Проблема заключалась в следующем: если разгонять электрон, он будет излучать энергию и, следовательно, терять ее. Это означает, что на него должна действовать сила. Причем для заряженной частицы она должна быть одной, а для незаряженной – другой. (Если в обоих случаях сила действует одна и та же, то заряженная частица будет терять энергию, а незаряженная – не будет. Но это означало бы наличие двух решений одной задачи, чего быть никак не может.)
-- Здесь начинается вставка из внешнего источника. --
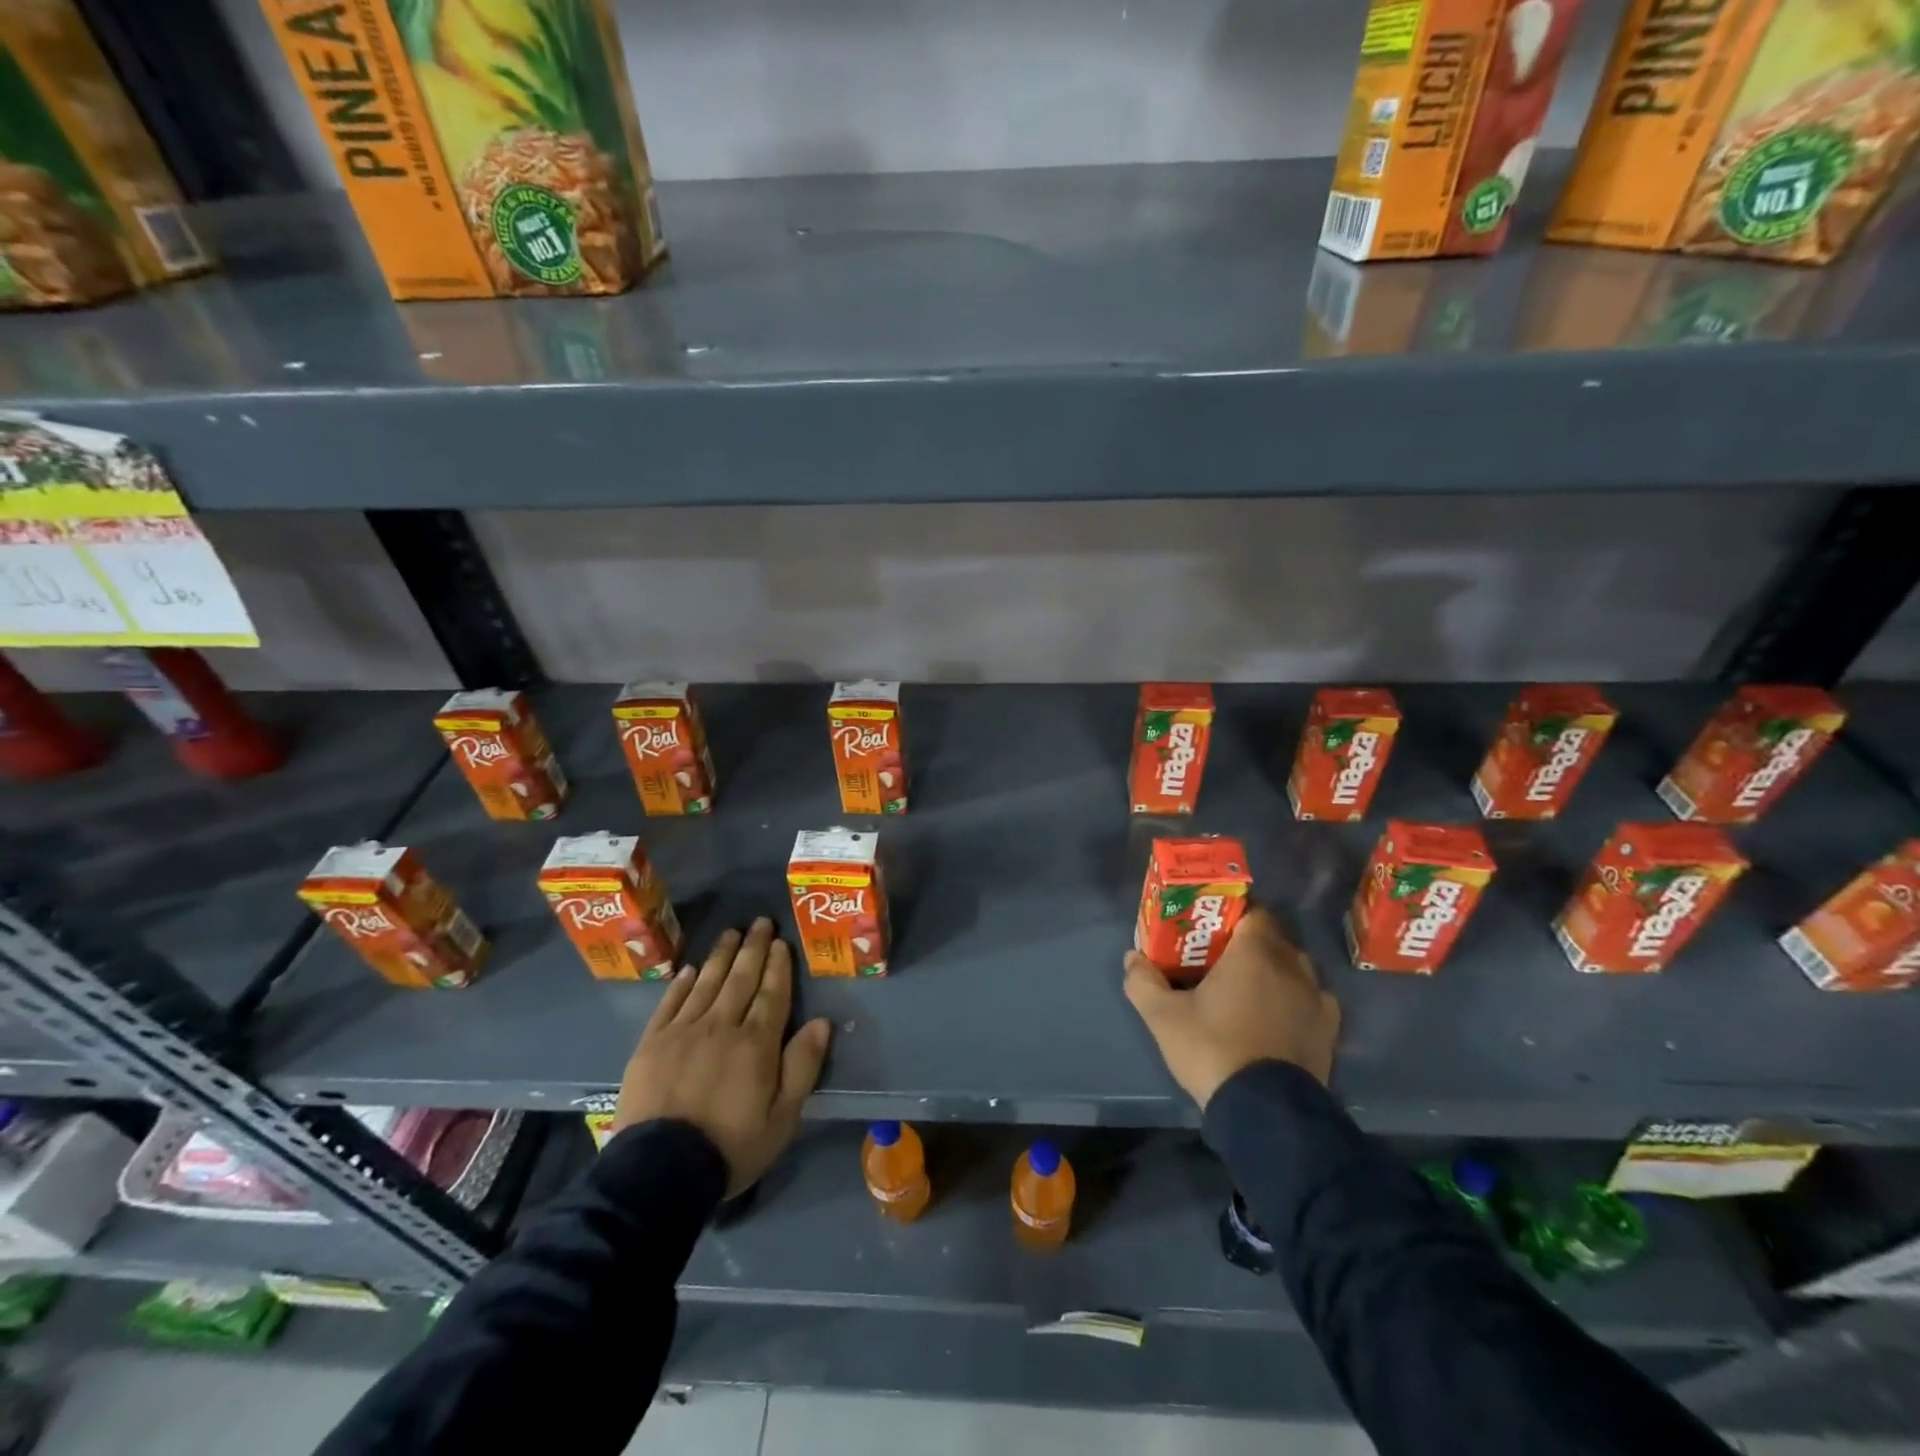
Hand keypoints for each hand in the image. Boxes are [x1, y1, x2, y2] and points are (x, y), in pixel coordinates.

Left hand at [614, 918, 831, 1196]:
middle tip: (761, 922)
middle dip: (753, 949)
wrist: (659, 1173)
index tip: (782, 943)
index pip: (772, 994)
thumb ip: (802, 1066)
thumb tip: (821, 1022)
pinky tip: (690, 969)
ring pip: (706, 983)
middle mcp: (721, 1026)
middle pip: (741, 979)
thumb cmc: (730, 1147)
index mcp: (756, 1043)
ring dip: (721, 955)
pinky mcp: (652, 1043)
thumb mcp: (783, 1118)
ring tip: (732, 933)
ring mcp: (683, 1031)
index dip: (778, 966)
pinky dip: (682, 983)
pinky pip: (670, 1003)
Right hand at [1124, 906, 1339, 1108]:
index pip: (1254, 911)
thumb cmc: (1213, 1048)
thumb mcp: (1163, 1017)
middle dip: (1252, 942)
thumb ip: (1143, 981)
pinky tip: (1279, 1017)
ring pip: (1296, 968)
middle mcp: (1291, 966)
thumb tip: (1132, 958)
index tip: (1213, 927)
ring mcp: (1316, 999)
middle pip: (1274, 938)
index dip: (1235, 914)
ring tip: (1251, 988)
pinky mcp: (1328, 1031)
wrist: (1266, 1111)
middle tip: (1223, 957)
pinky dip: (1296, 1000)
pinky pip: (1313, 1000)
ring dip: (1276, 970)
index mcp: (1254, 952)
Согласно стандартной теории, эта сила возникает потому, что электрон действует сам на себя (она называется силой радиационного трения), а по моей идее электрон мог воздействовать лишь на другие электроны. И теперь я понял, что с этим связана некоторая проблема. (В МТИ, когда у меня возникла эта идея, я никакой проблемы не заметил – только в Принстоне.)
Я решил так: допустим, я разгоняю какой-то электрон. Он воздействует на соседний электрон, разгоняя его, а ответное воздействие этого соседнего на первый и порождает силу реакции излучения. Я проделал кое-какие расчеты и показал их Уилеру.
И он тут же сказал:
– Нет, это неверно, поскольку воздействие меняется обратно пропорционально квадрату расстояния между электронами, а эта сила от такого рода параметров зависеть не должна. К тому же она у вас окажется еще и обратно пропорциональной массе другого электрона и прямо пропорциональной его заряду.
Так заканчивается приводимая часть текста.